I tend to agree with Chris here. I realize the thread is a couple of months old now, but my wife recently got a Macbook Air and I wondered how Fedora might do.
My own experience, though not thoroughly tested, is that generally, RH based distros do better using livecd-iso-to-disk (and it doesn't have to be a live CD--it works quite well with install CDs or DVDs, netinstall media, generally, anything intended to boot an RH based distribution), and unetbootin works better with Debian (including Ubuntu) based.
Anyway, using livecd-to-usb and the live F17 x86_64 LXDE live CD, I created the usb with livecd-iso-to-disk, specifying
--format --efi (I am not 100 percent sure that's necessary).
Upon booting the Air, holding down the option key, I was giving the choice to boot into the EFI drive. It booted with little problem. Once booted, the touchpad was a bit flakey, reversing left and right, but I was basically just curious to see how it would run. Aside from that, it was a pretty straightforward live boot. I'll have to try again without the --format --efi option and see how that goes---the one time I tried it with something else, it showed the USB as Windows (as opposed to EFI) and wouldn't boot.
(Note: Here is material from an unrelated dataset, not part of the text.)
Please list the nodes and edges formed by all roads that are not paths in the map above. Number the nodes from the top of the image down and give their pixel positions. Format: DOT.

I also installed that one with unetbootin.
---------- Post added at 10:15 PM ---------- Previous post was at 09:10 PM ----------
To add a bit more, in case someone does this--if one uses the --format --efi option, then before reusing the USB stick, you will probably want to reformat it. Otherwise, fdisk will complain that it's an EFI partition, fdisk can't handle it, please use parted.
So, I just used parted and typed remove 1 to remove the partition. I then typed mklabel msdos which more or less clears the USB stick.
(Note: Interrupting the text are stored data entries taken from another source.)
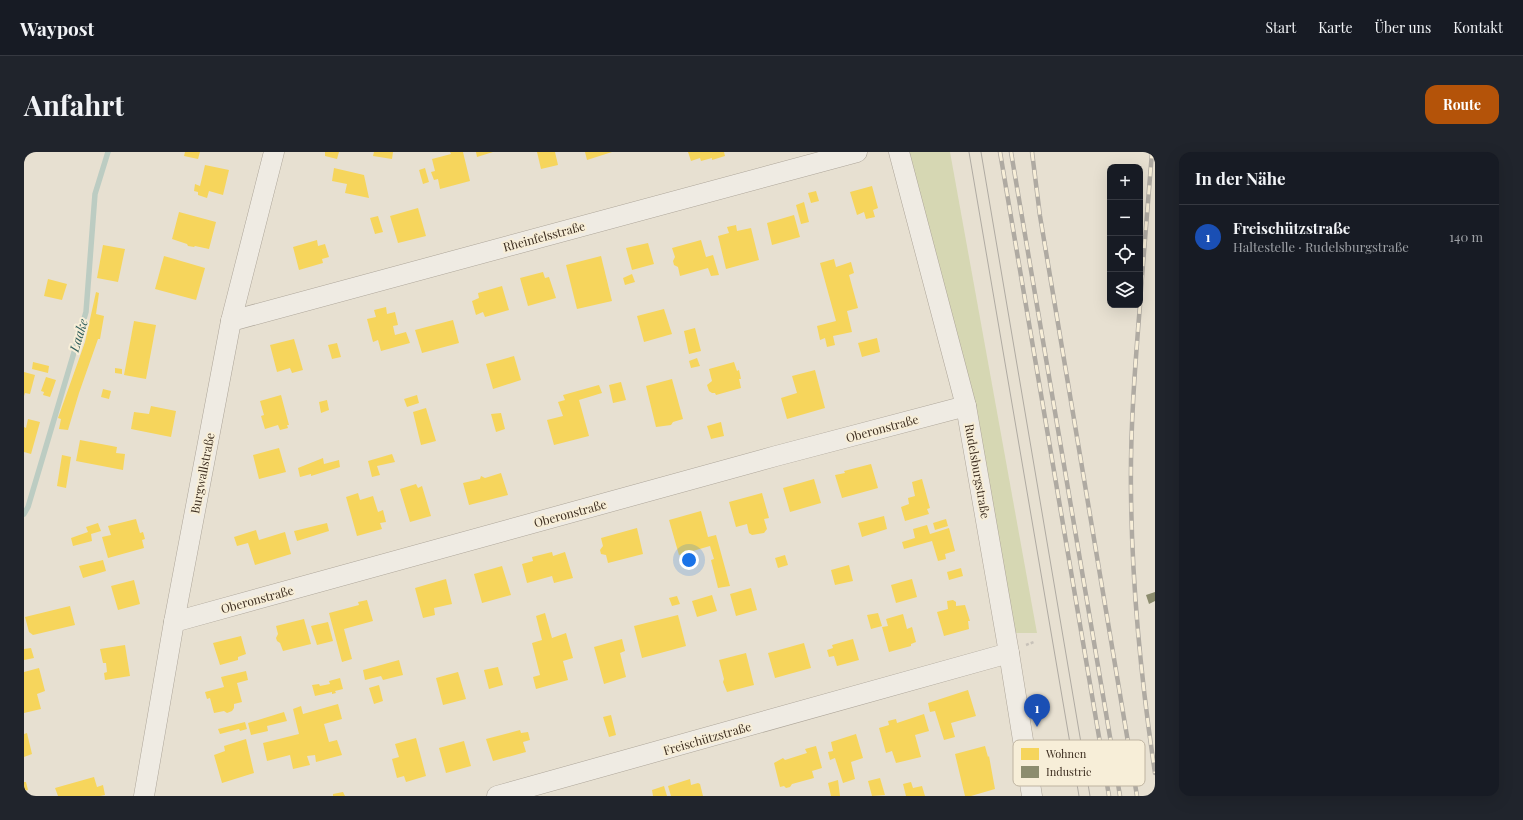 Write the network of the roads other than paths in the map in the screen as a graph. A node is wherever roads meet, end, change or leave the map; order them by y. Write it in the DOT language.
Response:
graph roads {
  1 [pos="274,152"];
  2 [pos="857,152"];
  3 [pos="899,152"];
  4 [pos="231,321"];
  5 [pos="966,406"];
  6 [pos="174,622"];
  7 [pos="1009,653"];
  8 [pos="1023,740"];
  9 [pos="1030,786"];
  10 [pos="144,796"];
  11 [pos="496,796"];
  12 [pos="1032,796"];
  1 -- 4 [label="street, Burgwallstraße"];
  2 -- 4 [label="street, Rheinfelsstraße"];
  3 -- 5 [label="street, Rudelsburgstraße"];
  4 -- 6 [label="street, Burgwallstraße"];
  5 -- 6 [label="street, Oberonstraße"];
  5 -- 7 [label="street, Rudelsburgstraße"];
  6 -- 10 [label="street, Burgwallstraße"];
  7 -- 8 [label="street, Rudelsburgstraße"];
  7 -- 11 [label="street, Freischützstraße"];
  9 -- 12 [label="street, Rudelsburgstraße"];
}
http://www.gnu.org/software/parted/m...e/mklabel.html
After that I could use fdisk as usual.
Out of curiosity, I did try the same live LXDE F17 Beta CD with Unetbootin and livecd-iso-to-disk without the --format --efi options. In both cases, the Macbook saw a drive which it labled Windows, but wouldn't boot.
Your mileage may vary of course, that was as far as I took this.